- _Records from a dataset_
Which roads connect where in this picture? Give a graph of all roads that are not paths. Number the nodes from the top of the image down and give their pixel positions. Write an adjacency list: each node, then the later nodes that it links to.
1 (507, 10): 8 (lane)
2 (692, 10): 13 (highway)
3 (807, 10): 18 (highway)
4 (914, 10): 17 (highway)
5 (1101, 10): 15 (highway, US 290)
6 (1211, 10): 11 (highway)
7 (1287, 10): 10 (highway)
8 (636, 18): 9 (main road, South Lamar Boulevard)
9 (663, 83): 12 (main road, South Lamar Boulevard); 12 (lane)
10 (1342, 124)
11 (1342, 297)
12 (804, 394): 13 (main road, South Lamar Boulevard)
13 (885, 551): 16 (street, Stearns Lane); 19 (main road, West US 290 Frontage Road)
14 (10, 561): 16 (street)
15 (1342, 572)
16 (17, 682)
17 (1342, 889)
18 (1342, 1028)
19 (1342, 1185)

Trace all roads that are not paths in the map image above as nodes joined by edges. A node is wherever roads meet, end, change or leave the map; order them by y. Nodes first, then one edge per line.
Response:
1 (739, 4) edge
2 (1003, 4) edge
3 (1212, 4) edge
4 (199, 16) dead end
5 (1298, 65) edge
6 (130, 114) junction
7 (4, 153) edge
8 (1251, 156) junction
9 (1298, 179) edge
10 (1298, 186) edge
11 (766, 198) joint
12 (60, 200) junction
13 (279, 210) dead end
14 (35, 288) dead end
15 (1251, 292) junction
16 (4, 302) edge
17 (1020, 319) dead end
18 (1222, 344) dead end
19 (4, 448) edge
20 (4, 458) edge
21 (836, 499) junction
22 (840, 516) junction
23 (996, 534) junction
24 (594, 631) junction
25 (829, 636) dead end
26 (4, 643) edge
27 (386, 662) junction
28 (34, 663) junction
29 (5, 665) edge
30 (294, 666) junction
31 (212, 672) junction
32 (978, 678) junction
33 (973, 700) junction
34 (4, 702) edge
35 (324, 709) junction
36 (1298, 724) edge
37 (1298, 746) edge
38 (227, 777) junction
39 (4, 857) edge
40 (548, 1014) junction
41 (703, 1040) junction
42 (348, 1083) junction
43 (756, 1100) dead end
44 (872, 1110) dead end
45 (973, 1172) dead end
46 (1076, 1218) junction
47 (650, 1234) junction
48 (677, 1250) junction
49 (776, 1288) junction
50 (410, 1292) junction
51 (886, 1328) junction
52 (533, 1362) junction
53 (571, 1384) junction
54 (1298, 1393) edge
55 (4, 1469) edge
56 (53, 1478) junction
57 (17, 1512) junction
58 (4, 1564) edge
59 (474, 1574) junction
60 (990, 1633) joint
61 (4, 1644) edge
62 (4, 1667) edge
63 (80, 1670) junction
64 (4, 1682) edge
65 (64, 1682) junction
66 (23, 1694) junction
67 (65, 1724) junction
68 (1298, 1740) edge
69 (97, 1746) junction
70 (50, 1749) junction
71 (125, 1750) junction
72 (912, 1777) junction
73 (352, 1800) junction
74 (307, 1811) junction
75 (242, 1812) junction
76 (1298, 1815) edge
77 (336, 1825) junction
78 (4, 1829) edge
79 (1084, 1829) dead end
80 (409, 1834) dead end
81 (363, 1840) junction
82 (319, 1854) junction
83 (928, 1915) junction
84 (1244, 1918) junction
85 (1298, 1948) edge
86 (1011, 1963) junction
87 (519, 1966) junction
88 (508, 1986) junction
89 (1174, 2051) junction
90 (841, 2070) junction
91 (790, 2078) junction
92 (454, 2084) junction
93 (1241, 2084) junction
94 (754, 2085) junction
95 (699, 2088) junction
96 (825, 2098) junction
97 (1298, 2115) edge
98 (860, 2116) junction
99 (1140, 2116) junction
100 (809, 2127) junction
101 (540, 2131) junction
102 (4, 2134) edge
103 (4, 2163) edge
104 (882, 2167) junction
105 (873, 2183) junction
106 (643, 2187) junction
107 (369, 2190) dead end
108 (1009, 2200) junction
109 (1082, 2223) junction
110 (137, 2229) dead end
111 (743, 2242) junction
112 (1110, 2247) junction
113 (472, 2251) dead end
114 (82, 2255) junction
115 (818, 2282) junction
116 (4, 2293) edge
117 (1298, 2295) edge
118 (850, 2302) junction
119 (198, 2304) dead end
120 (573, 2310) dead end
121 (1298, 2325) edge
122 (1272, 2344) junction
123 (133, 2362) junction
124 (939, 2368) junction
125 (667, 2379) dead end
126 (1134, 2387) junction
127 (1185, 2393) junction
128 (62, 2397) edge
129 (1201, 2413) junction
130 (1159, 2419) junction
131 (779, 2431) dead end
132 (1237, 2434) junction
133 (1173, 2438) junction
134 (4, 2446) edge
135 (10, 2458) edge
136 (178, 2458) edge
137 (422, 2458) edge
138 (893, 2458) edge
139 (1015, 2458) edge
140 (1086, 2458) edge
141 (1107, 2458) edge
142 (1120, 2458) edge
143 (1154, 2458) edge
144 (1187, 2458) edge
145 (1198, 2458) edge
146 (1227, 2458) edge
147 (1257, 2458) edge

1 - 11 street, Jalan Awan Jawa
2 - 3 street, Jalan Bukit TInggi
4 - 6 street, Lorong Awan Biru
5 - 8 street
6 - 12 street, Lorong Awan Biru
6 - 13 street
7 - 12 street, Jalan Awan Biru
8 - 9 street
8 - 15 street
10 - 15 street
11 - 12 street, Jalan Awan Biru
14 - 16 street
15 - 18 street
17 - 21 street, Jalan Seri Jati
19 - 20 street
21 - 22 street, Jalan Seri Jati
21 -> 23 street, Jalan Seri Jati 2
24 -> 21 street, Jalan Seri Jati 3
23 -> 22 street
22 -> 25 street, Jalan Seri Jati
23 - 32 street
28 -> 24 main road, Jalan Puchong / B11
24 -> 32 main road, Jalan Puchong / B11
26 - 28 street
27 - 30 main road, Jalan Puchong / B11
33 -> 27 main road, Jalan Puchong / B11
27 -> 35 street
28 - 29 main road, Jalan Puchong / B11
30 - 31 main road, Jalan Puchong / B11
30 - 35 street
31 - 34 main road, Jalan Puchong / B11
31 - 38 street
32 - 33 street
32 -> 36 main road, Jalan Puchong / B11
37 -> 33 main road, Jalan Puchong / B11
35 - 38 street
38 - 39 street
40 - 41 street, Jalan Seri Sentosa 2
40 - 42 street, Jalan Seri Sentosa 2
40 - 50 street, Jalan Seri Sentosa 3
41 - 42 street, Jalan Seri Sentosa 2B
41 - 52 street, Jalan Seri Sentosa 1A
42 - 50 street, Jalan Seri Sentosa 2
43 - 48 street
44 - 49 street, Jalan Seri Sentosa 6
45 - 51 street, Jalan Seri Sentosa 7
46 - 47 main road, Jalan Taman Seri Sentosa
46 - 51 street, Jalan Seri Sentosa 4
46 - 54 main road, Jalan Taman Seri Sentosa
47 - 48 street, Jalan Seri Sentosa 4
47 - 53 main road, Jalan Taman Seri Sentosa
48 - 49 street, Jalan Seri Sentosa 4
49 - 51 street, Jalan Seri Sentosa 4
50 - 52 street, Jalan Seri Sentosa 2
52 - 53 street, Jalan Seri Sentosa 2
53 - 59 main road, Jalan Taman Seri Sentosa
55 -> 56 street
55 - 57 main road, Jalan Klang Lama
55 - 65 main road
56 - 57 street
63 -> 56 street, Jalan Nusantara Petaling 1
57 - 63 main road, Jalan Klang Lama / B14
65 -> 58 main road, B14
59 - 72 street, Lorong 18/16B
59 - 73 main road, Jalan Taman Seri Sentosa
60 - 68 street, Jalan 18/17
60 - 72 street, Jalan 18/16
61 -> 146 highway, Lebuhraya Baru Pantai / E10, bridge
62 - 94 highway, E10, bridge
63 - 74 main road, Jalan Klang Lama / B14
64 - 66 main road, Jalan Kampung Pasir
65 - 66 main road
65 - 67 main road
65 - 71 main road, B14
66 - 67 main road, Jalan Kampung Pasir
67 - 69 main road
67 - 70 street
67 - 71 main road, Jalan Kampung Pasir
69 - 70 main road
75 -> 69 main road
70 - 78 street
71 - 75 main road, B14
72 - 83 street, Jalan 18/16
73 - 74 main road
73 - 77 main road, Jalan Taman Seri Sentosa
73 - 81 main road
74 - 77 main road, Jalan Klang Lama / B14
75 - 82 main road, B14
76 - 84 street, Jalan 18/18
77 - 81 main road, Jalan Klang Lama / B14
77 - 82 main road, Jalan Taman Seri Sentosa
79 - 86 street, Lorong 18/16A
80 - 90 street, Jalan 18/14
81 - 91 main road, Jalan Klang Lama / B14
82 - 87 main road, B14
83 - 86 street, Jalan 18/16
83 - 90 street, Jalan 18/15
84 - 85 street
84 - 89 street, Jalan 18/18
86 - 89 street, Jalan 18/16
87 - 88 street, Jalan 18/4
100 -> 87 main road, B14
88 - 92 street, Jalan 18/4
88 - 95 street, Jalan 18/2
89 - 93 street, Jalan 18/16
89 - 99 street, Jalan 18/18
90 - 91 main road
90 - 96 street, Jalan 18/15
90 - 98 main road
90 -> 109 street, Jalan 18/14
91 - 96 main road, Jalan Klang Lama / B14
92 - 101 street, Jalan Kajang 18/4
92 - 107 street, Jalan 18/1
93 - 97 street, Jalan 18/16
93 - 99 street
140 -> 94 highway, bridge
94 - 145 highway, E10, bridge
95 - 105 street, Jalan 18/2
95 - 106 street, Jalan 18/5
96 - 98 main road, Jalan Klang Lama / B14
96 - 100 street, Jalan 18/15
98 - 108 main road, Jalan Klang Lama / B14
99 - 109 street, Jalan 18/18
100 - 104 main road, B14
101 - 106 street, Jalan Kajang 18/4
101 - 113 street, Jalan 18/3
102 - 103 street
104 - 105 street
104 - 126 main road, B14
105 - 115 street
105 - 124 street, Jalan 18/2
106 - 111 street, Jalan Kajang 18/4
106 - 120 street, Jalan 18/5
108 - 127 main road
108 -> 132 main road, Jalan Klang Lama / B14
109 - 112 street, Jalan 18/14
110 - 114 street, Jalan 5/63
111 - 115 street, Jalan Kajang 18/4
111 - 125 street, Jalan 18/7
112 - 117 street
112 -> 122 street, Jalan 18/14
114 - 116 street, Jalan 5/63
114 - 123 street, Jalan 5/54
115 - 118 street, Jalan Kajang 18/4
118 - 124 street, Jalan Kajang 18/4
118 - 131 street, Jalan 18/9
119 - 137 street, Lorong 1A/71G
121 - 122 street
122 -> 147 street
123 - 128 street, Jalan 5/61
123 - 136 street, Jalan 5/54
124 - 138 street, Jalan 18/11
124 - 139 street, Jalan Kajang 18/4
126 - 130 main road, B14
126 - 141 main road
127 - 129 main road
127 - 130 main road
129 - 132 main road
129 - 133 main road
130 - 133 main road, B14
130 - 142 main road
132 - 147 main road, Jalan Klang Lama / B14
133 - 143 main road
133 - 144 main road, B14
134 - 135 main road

- _Aim of the task_
Starting at the first line of the records, print each line exactly, stopping after the line that contains "Trace all roads".

- _Result for this task_
Which roads connect where in this picture? Give a graph of all roads that are not paths. Number the nodes from the top of the image down and give their pixel positions. Write an adjacency list: each node, then the later nodes that it links to.
1 (507, 10): 8 (lane)
2 (692, 10): 13 (highway)
3 (807, 10): 18 (highway)
4 (914, 10): 17 (highway)
5 (1101, 10): 15 (highway, US 290)
6 (1211, 10): 11 (highway)
7 (1287, 10): 10 (highway)
8 (636, 18): 9 (main road, South Lamar Boulevard)
9 (663, 83): 12 (main road, South Lamar Boulevard); 12 (lane)
10 (1342, 124)
11 (1342, 297)
12 (804, 394): 13 (main road, South Lamar Boulevard)
13 (885, 551): 16 (street, Stearns Lane); 19 (main road, West US 290 Frontage Road)
14 (10, 561): 16 (street)
15 (1342, 572)
16 (17, 682)
17 (1342, 889)
18 (1342, 1028)
19 (1342, 1185)

Trace all roads that are not paths in the map image above as nodes joined by edges. A node is wherever roads meet, end, change or leave the map; order them by y. Nodes first, then one edge per line.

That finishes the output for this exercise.